------ Records for this task

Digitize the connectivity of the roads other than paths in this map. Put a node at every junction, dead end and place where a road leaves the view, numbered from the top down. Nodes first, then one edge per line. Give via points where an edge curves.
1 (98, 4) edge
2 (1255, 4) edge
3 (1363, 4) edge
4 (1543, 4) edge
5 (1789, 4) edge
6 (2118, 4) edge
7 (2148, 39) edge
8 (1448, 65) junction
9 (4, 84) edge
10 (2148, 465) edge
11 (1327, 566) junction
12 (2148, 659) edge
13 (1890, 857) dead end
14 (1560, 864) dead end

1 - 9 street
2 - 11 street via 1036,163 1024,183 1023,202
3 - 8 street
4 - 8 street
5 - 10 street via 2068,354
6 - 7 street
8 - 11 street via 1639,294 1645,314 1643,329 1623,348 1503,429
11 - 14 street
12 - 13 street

------------

Set down the entire material again, exactly as it stands.

Digitize the connectivity of the roads other than paths in this map. Put a node at every junction, dead end and place where a road leaves the view, numbered from the top down. Nodes first, then one edge per line. Give via points where an edge curves.
1 (98, 4) edge
2 (1255, 4) edge
3 (1363, 4) edge
4 (1543, 4) edge
5 (1789, 4) edge
6 (2118, 4) edge
7 (2148, 39) edge
8 (1448, 65) junction
9 (4, 84) edge
10 (2148, 465) edge
11 (1327, 566) junction
12 (2148, 659) edge
13 (1890, 857) dead end
14 (1560, 864) dead end

1 - 9 street
2 - 11 street via 1036,163 1024,183 1023,202
3 - 8 street
4 - 8 street
5 - 10 street via 2068,354
6 - 7 street
8 - 11 street via 1639,294 1645,314 1643,329 1623,348 1503,429
11 - 14 street
12 - 13 street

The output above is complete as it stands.